■ TO DO ■
Which of the lines below hold the word "this"? Pull each of them out.

Saved entries:
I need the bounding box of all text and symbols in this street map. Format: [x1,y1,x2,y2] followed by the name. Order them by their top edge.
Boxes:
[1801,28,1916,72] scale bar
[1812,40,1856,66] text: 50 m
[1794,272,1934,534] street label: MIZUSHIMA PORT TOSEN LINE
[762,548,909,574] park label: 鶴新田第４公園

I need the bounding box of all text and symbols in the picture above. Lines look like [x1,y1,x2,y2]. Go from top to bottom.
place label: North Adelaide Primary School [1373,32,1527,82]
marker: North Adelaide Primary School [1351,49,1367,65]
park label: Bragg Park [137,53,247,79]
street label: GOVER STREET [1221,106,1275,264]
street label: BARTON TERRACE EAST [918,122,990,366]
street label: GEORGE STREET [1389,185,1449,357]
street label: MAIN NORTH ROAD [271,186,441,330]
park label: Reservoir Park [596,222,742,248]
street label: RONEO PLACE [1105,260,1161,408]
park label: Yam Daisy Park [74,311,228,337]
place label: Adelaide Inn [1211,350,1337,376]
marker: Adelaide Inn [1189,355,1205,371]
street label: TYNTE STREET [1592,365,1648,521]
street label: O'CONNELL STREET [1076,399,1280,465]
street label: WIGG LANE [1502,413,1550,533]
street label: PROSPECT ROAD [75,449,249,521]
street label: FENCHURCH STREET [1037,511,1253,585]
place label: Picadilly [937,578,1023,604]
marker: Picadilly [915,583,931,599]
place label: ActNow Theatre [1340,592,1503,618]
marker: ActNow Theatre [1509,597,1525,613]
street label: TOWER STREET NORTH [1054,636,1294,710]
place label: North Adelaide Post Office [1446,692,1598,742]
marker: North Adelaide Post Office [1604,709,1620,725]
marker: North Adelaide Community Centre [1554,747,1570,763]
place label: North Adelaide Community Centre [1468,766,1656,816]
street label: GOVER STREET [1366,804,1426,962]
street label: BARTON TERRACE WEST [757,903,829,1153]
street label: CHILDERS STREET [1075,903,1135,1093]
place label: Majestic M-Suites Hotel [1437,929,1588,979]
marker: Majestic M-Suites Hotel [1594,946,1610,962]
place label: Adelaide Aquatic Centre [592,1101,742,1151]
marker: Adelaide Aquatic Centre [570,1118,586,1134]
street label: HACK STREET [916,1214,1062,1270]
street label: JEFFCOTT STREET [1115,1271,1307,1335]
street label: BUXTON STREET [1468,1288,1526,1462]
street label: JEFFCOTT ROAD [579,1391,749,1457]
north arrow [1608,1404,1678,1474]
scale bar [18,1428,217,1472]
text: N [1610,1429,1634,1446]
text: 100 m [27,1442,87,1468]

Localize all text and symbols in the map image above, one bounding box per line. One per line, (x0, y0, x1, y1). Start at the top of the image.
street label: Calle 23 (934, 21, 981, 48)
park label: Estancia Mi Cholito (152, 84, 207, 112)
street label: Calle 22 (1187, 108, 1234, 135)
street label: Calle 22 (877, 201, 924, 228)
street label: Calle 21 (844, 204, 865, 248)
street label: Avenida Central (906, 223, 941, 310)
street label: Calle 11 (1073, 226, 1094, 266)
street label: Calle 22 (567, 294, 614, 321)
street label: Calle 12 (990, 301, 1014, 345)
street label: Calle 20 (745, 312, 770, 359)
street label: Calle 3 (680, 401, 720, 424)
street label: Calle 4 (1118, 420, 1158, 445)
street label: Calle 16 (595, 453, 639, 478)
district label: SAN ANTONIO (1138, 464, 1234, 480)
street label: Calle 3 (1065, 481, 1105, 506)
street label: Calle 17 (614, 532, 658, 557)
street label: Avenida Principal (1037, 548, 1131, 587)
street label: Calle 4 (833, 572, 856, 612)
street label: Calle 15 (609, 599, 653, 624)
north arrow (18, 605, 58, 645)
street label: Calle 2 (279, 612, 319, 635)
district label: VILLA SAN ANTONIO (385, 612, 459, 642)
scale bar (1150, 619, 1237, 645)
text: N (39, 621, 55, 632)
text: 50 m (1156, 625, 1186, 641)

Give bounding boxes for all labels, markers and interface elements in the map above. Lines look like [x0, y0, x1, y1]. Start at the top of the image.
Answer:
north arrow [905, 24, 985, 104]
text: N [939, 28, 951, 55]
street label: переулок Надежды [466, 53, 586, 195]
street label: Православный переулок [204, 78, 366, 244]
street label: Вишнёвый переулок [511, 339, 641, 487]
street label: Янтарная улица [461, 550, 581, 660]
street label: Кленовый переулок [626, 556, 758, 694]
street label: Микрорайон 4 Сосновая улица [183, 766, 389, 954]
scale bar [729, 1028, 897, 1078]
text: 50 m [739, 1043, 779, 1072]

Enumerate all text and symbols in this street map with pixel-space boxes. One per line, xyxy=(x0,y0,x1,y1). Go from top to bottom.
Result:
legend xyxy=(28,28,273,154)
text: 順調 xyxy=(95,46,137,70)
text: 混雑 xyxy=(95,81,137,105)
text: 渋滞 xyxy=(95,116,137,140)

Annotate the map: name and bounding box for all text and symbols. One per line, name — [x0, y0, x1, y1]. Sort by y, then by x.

■ TASK ANSWER ■
I need the bounding box of all text and symbols in this street map. Format: [x1,y1,x2,y2] followed by the name. Order them by their top edge.
Enumerate all text and symbols in this street map with pixel-space boxes. One per line, xyxy=(x0,y0,x1,y1). Go from top to bottom.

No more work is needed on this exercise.